Link prediction experiments
The RELISON framework provides a program for predicting the next links to appear in the social network. After the binary for the library is generated, we can use the program with the following terminal command:
java -jar RELISON.jar prediction train-network test-network multigraph directed weighted selfloops readtypes config output rec-length (-users test/all -print true/false -reciprocal true/false -distance max -feat-data file index -comms commfile)
where
train-network
: a file containing the training social network, which is taken as input to recommenders.test-network
: a file containing the test social network, which is used to evaluate the effectiveness of the recommendation algorithms.multigraph
: true if the network allows multiple edges between each pair of users, false otherwise.directed
: true if the network is directed, false otherwise.weighted
: true if we want to use the weights of the links, false otherwise (weights will be binary).selfloops
: true if we allow links between a node and itself, false otherwise.readtypes
: true if we want to read the types of the edges, false otherwise.config
: a Yaml configuration file for reading the people recommendation algorithms and the evaluation metrics we want to apply (see Configuration file below).output
: a directory in which to store the structural properties.- Optional arguments:
-users test/all
: indicates whether to generate predictions for all the users (all) or just for those who have links in the test set (test).
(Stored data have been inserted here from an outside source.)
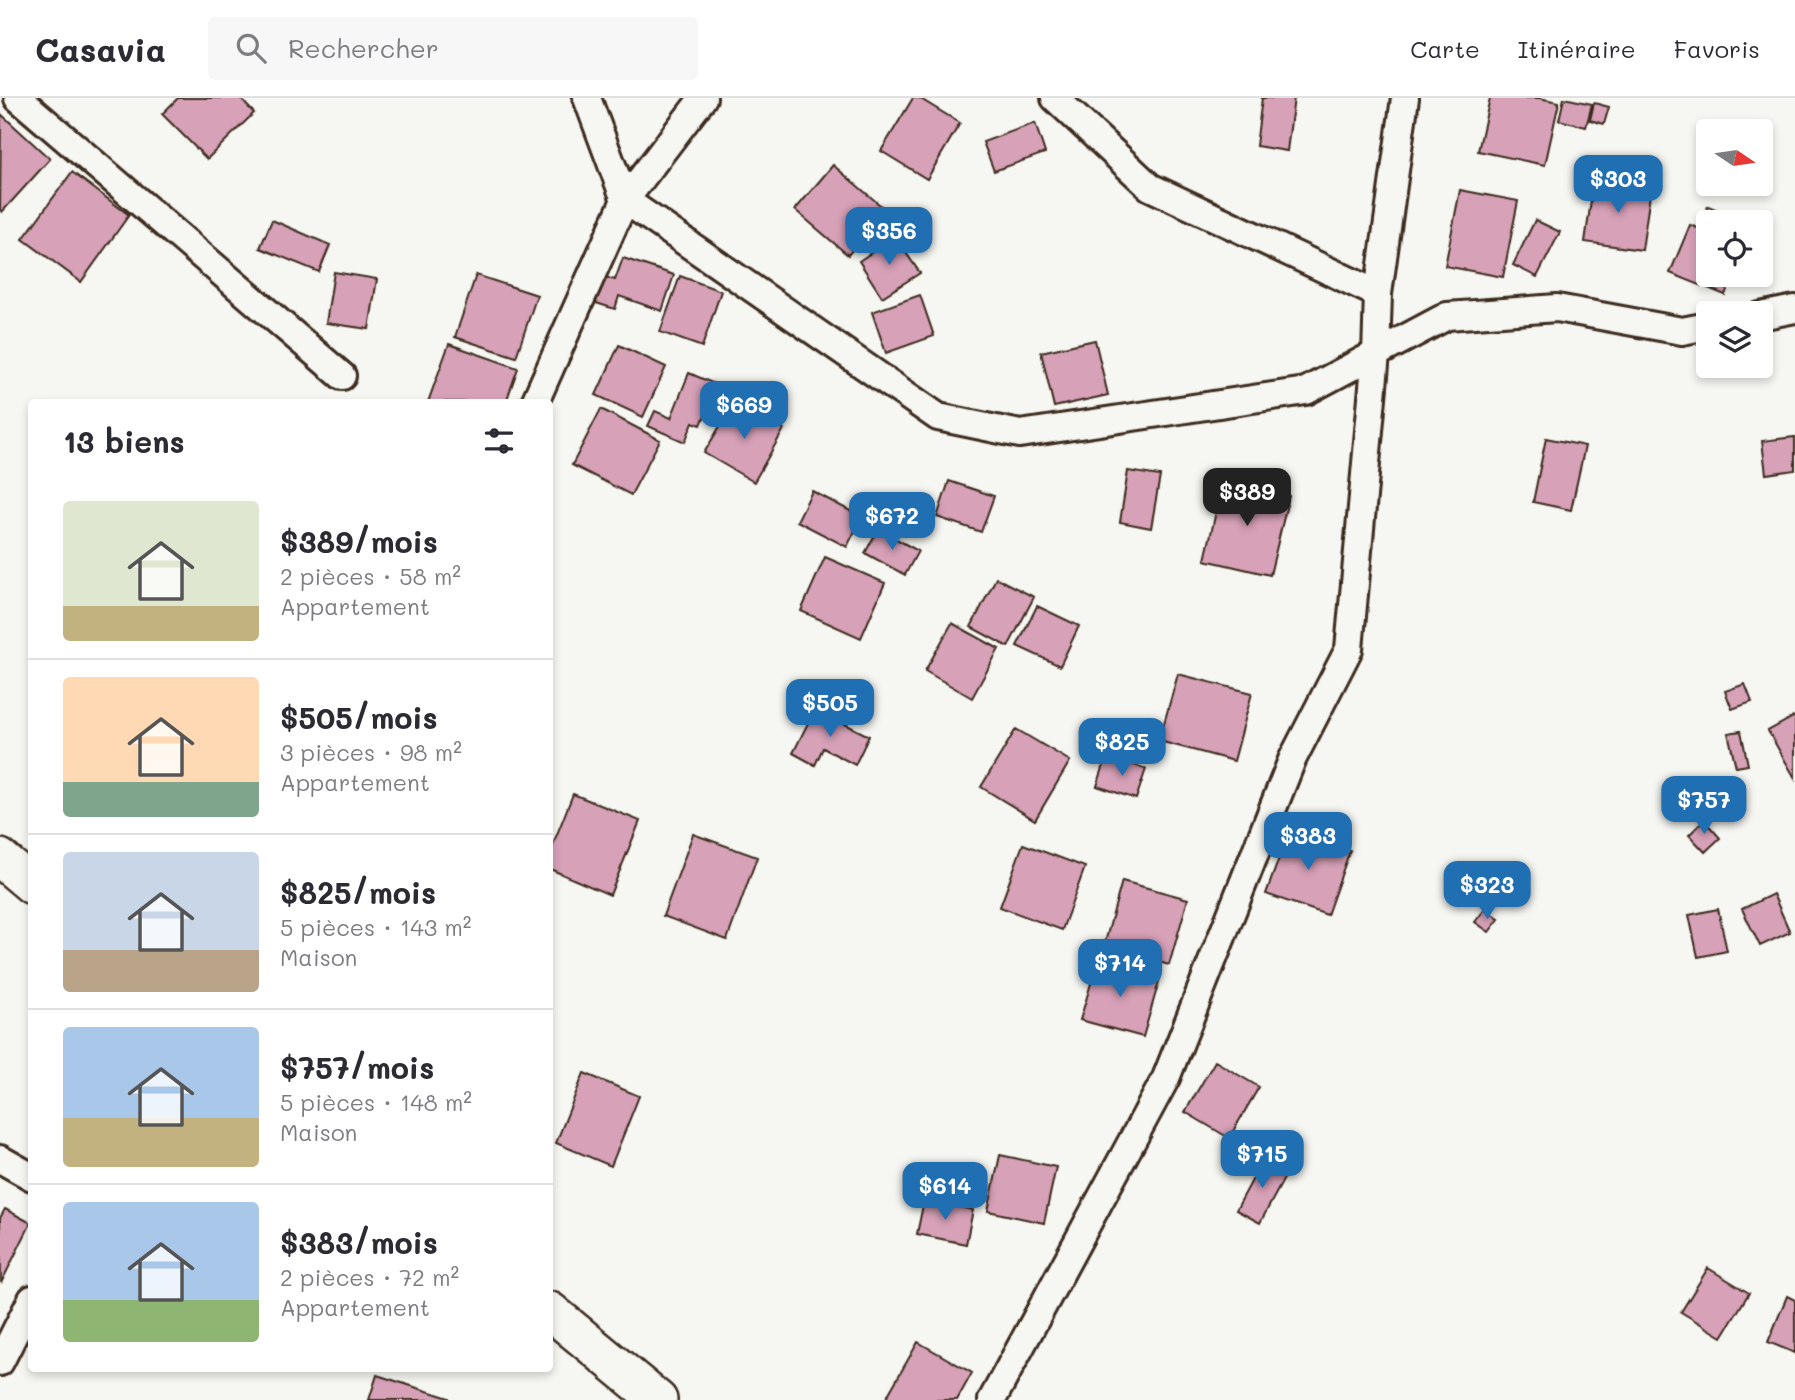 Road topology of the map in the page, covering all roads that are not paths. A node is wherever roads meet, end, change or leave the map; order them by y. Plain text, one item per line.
1 (18, 98) edge
2 (587, 98) edge
3 (703, 98) edge
4 (1055, 98) edge
5 (1405, 98) edge
6 (625, 200) junction
7 (1378, 294) junction
8 (1795, 309) edge
9 (1773, 313) edge
10 (1696, 328) edge
11 (1376, 354) junction
12 (342, 376) dead end
13 (537, 399) edge
14 (0, 858) edge
15 (28, 882) edge
16 (0, 1159) edge
17 (28, 1175) edge
18 (28, 1307) edge
19 (553, 1313) edge
20 (0, 1362) edge
21 (658, 1400) edge
22 (992, 1400) edge

1 - 12 street
2 - 6 street
3 - 6 street
4 - 7 street
5 - 7 street
6 - 11 street
6 - 13 street
7 - 11 street
8 - 9 street
10 - 11 street
11 - 22 street
14 - 15 street
16 - 17 street
18 - 20 street
19 - 21 street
By default: all.-print true/false
: indicates whether we want to print the prediction or not. By default: true.-reciprocal true/false
: in directed networks, this parameter indicates whether we want to predict reciprocal edges or not. By default: false.-distance max directed
: max indicates the maximum distance between the target and the candidate users. directed indicates whether we want to consider link orientation when computing such distance. By default, it does not limit the distance.-feat-data file index
: in case we want to compute feature-based metrics, file specifies the location of a feature file (user-feature-value tab-separated triplets), or an index containing the features. If index is equal to true, we consider that file points to an index.-comms commfile
: route to a file containing a community partition of the network.
Configuration file
In order to select a suitable set of metrics, the program receives, as input, a configuration file, specifying the different people recommendation methods we want to apply and evaluate. This is a Yaml file with the following format:
algorithms:
algorithm_name1:
param_name1:
type: int/double/boolean/string/long/orientation/object
values: [value1,value2,...,valueN] / value
range:
- start: startingValue
end: endingValue
step: stepValue
- start: <...>
objects:
name_of_the_object:
param_name1:
type: int/double/boolean/string/long/orientation/object
<...>
param_name2:
type: int/double/boolean/string/long/orientation/object
<...>
algorithm_name2:
...
metrics:
metric_name1:
param_name1:
type: int/double/boolean/string/long/orientation/object
<...>
param_name2:
<...>
metric_name2:
<...>
where algorithms
shows the part of the configuration file dedicated to the parameter grid of the people recommendation algorithms, whereas the metric
tag shows the start of the evaluation metric section of the Yaml file.
Output files
This program produces two outcomes: the evaluation file and the reranked recommendations.
Evaluation file
This file contains the evaluation metrics for each algorithm. The first line contains the header, whereas the rest show the metric values for a single algorithm. Each line has the following (tab-separated) format:
Variant Fraction metric1 metric2 <...> metricN
where fraction represents the number of the algorithm (divided by the total number of algorithms in the comparison).
For example:
Variant Fraction AUC F1-score@0.5
Random 0.5 0.5 0.5
Popularity 1.0 0.8 0.78
Link prediction file
This file contains the predictions produced by the algorithm. It does not have a header, and each line has the following (tab-separated) format:
TargetUserId CandidateUserId value
where the target-candidate user pairs are sorted by b) the score (in descending order).
Example:
883345842 10671602 0.7839427836033016
113213211 242101122 0.7510278151340579
342433442 230377004 0.6487410202793975
234324232 19604744 0.6219403238554378
567578745 398306220 0.6129622813222247
234232333 181561712 0.525116653773563
<...>